Exercise details:
Each line containing the word "Δευκαλίωνος" must be copied from the material below.

Source material:
»»

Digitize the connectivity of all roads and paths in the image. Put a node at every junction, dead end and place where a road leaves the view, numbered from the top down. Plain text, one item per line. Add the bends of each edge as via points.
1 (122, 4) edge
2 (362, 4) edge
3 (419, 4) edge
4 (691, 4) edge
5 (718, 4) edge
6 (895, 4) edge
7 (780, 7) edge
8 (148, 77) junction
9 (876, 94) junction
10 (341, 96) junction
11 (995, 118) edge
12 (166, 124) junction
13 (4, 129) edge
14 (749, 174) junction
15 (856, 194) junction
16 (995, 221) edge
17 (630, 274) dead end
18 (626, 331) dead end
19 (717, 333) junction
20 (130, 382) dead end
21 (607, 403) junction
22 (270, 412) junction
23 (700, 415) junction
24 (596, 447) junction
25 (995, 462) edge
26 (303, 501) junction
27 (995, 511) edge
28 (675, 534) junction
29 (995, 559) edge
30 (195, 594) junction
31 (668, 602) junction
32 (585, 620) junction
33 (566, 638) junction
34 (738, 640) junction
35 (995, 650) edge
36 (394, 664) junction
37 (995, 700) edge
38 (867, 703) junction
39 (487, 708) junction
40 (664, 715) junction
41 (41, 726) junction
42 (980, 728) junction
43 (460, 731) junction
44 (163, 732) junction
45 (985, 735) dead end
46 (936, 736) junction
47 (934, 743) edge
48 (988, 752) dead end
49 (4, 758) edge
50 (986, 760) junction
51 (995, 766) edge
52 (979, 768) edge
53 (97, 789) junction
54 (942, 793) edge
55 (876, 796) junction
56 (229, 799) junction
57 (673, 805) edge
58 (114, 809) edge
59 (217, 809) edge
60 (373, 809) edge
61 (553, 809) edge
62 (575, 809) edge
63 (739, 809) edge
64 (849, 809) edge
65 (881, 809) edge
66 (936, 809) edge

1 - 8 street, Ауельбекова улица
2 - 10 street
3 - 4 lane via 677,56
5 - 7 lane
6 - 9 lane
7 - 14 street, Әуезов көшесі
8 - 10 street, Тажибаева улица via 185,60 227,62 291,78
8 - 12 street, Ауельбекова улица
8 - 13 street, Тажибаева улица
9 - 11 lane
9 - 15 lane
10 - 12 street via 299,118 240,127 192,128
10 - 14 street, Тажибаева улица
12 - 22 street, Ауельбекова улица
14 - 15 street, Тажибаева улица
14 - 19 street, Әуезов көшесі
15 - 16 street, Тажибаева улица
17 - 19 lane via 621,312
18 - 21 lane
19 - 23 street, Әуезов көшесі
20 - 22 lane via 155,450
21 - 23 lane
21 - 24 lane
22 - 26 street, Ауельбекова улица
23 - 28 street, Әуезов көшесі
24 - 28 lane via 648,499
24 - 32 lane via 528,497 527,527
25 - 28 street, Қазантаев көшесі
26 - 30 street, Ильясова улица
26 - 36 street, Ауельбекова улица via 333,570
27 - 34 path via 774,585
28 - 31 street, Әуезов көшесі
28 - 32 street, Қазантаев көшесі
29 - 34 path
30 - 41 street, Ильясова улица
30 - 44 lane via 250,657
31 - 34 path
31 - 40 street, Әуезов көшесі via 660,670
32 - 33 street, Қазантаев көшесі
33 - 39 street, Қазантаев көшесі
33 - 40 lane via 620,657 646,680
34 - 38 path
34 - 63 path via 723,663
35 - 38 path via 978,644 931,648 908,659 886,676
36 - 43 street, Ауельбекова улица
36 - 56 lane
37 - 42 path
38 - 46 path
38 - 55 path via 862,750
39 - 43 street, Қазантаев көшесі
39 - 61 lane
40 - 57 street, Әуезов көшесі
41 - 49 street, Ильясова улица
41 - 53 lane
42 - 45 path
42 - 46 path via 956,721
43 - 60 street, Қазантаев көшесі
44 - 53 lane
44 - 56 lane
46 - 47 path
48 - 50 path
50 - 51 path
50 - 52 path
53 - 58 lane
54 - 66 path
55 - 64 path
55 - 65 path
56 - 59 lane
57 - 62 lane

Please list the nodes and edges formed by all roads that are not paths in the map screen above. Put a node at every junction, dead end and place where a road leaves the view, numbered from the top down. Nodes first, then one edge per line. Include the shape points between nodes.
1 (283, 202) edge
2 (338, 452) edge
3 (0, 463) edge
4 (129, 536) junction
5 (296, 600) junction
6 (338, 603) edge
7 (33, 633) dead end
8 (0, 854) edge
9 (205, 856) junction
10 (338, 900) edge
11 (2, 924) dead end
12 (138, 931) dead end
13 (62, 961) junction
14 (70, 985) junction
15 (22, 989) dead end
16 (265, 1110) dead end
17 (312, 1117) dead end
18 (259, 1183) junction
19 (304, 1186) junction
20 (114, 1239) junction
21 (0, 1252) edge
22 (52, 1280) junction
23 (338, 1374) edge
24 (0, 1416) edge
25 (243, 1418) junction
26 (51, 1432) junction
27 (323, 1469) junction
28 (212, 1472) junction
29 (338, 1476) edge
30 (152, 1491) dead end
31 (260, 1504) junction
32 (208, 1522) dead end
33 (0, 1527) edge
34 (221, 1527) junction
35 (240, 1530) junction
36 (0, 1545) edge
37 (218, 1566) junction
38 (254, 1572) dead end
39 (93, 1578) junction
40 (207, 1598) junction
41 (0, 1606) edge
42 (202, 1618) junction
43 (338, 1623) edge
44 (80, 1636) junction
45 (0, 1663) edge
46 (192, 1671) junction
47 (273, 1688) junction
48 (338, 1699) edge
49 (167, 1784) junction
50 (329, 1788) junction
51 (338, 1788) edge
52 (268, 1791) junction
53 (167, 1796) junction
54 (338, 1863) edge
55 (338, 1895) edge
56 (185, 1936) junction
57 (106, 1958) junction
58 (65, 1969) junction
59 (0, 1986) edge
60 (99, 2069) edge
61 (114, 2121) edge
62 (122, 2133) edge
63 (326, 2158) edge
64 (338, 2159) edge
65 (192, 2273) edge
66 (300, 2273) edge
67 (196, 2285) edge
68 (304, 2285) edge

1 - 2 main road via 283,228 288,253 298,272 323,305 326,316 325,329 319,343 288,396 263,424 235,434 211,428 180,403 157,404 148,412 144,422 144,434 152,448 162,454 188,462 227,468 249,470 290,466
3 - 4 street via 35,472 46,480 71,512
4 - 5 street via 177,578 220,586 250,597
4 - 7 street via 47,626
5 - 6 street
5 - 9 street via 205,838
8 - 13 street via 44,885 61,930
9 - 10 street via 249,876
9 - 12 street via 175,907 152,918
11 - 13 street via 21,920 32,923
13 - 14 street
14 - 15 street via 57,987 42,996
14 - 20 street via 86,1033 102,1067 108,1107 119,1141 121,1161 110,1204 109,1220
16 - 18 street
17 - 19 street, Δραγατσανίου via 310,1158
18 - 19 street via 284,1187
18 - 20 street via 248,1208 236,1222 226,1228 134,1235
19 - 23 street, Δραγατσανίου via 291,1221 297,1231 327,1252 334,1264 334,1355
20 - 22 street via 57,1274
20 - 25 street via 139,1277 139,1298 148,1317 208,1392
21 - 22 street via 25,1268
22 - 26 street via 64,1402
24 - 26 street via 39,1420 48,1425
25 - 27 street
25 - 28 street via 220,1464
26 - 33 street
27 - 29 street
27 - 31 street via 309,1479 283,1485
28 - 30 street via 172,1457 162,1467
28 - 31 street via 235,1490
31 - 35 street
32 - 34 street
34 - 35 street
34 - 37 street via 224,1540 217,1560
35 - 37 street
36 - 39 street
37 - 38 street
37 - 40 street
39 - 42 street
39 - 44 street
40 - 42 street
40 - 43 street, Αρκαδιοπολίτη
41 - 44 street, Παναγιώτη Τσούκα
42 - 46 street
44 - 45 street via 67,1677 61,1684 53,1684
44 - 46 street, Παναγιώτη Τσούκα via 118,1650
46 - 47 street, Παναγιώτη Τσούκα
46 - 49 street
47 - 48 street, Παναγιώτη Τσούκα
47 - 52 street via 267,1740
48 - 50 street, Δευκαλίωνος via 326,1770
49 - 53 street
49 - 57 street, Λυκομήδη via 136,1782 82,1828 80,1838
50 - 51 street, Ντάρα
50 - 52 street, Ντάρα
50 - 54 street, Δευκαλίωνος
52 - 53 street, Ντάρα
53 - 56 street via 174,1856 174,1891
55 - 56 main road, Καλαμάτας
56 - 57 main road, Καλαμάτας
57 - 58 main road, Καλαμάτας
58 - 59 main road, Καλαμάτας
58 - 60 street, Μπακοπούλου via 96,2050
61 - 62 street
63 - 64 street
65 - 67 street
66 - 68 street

««

Solution to this task:
48 - 50 street, Δευκαλίωνος via 326,1770
50 - 54 street, Δευκαλίωνος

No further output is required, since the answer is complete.